Hazırlık Maçları: Namağlup Performans, Güzel Sinyaller
CSKA Moskova, hazırlık döneminde oynadığı karşılaşmalarda mağlubiyet yüzü görmedi. Onlar adına en çok dikkat çeken nokta ise her maçta farklı isimlerin sorumluluk alması diyebiliriz.
Özellikle Voigtmann ve Bolomboy’un performansları onlar adına umut verici çünkü uzun yıllardır uzun rotasyonundan sayı anlamında ciddi katkı alamamışlardı. Bu sezon bu durum değişecek gibi duruyor ki değişmeli de. Mike James de takımın komutasına geçmeye başladığını gösterdi ve iyi bir hazırlık dönemi geçirdi. Onlar adına endişelenebilecekleri en önemli nokta Clyburn’ün Bandırma maçı hariç kendi performansından uzak olmasıydı.
07 Eylül CSKA Moskova-Boctok 65: 86-61 (Ron Baker 11 sayı) *
12 Eylül CSKA Moskova-TOFAŞ: 87-85 (Darrun Hilliard 21 sayı) *
13 Eylül CSKA Moskova-Teksüt Bandırma: 87-84 (Mike James 20 sayı) *
15 Eylül CSKA Moskova–Anadolu Efes: 65-63 (Ron Baker 11 sayı) *
18 Eylül CSKA Moskova-Büyükçekmece: 116-75 (Johannes Voigtmann 22 sayı) *
24 Eylül CSKA Moskova-Promitheas: 72-52 (Joel Bolomboy 14 sayı)
25 Eylül CSKA Moskova-Olympiakos: 91-66 (Joel Bolomboy 16 sayı, Mike James 15 sayı)
İzlenmesi Gereken İsim: Will Clyburn
Will Clyburn, Darüşşafaka formasıyla EuroLeauge’e adım attığı günden bu yana kendisini geliştirmeye devam ediyor. Geçen sezon boyunca sergilediği muhteşem performansla takımının şampiyonluğunda önemli bir rol oynadıktan sonra bu yıl liderliğe soyunması bekleniyor.

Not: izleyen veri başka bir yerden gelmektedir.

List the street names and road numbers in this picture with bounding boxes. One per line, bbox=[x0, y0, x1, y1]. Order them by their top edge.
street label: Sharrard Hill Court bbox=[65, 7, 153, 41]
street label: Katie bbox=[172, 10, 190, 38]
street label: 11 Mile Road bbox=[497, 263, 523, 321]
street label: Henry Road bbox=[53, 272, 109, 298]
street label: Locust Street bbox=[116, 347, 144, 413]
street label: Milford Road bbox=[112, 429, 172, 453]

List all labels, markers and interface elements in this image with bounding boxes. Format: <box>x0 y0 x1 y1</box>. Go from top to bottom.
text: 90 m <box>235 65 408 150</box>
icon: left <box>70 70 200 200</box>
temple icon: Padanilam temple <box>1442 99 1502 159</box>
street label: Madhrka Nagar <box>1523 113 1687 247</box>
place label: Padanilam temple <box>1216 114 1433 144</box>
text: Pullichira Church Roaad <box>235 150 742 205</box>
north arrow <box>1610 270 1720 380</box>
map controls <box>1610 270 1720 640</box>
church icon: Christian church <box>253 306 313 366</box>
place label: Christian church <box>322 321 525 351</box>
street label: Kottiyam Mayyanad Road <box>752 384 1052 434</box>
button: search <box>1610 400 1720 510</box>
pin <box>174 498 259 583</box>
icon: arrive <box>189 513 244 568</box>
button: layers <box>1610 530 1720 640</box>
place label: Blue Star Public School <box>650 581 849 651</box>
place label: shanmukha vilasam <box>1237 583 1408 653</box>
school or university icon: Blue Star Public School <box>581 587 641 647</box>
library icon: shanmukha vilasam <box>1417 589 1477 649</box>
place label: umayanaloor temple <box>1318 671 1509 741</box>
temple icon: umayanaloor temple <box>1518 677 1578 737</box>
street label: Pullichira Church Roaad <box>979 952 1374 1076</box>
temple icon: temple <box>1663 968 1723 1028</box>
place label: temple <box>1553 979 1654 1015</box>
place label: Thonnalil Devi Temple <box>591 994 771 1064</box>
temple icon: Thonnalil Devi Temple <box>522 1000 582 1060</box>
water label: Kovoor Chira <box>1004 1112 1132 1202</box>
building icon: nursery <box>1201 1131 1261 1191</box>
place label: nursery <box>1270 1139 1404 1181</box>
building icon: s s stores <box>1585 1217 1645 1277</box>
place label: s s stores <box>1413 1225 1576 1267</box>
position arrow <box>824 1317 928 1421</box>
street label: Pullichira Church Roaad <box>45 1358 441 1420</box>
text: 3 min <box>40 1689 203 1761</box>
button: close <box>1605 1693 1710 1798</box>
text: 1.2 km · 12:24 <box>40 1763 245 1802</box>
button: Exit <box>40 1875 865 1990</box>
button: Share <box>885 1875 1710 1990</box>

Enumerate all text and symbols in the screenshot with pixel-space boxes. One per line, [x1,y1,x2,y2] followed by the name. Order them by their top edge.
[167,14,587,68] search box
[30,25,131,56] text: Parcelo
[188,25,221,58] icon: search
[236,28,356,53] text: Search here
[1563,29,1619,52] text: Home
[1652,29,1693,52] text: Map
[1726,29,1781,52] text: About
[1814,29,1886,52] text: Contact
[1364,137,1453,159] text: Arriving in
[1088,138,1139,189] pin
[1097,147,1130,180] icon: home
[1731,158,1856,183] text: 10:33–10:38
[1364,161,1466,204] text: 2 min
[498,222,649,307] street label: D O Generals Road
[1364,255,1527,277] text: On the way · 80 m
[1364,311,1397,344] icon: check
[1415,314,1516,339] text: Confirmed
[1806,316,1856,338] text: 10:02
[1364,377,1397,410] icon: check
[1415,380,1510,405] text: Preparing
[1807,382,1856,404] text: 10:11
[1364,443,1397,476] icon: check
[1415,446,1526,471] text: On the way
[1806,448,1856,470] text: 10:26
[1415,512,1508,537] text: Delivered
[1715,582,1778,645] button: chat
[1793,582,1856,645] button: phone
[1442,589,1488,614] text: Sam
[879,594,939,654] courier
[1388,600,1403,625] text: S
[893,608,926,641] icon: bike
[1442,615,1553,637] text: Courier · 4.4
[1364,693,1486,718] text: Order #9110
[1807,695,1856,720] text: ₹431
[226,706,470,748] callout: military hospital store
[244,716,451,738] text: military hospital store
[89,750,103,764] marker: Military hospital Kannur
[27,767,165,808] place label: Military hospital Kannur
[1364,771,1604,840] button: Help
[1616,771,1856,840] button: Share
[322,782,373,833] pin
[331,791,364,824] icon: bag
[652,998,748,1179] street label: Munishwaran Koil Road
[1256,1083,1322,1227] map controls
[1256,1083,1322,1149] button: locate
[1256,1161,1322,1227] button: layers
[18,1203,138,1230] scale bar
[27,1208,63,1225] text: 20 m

Çok atlet ve delici bir isim olan Clyburn, pozisyonuna göre oldukça iyi de bir ribauntçu. Bununla birlikte sırtı dönük oynamayı da repertuvarına yavaş yavaş ekliyor ki bu da onu daha da tehlikeli bir isim haline getiriyor.
Geçtiğimiz sezon onun ve Higgins’in gösterdiği çıkışın takım içindeki dengelerde önemli bir etkisi olmuştu. Bu sezonsa De Colo ve Rodriguez gibi süper yıldız egosuna sahip olan oyuncularla birlikte oynamayacak. Gerçi Mike James bu ikisinin toplamını bile geçebilir ancak o başka bir konu. Dolayısıyla Clyburn’ün üzerindeki sorumluluk daha da artacak.
Her ne kadar hazırlık maçlarında bocalasa da Clyburn’ün bu sorumluluğun altından kalkmasını bekliyorum. Bunun en büyük sebebi de Final Four’da gösterdiği performans olarak görüyorum. Öylesine baskı dolu bir ortamda iki çok güçlü takıma karşı oldukça iyi performans sergiledi. Nitekim bu da kendisine Final Four MVP’si ödülünü getirmişti. Dolayısıyla baskı altında nasıl oynaması gerektiğini biliyor.
Geçtiğimiz sezon 13.6 sayı, 6.8 ribaunt, 1.5 asist ve 1 top çalma ortalamalarıyla oynamıştı. Bu sezon bu rakamları geçecektir. Bu da kendisine EuroLeague’in en iyi beşlerinden birinde yer alma onurunu getirebilir.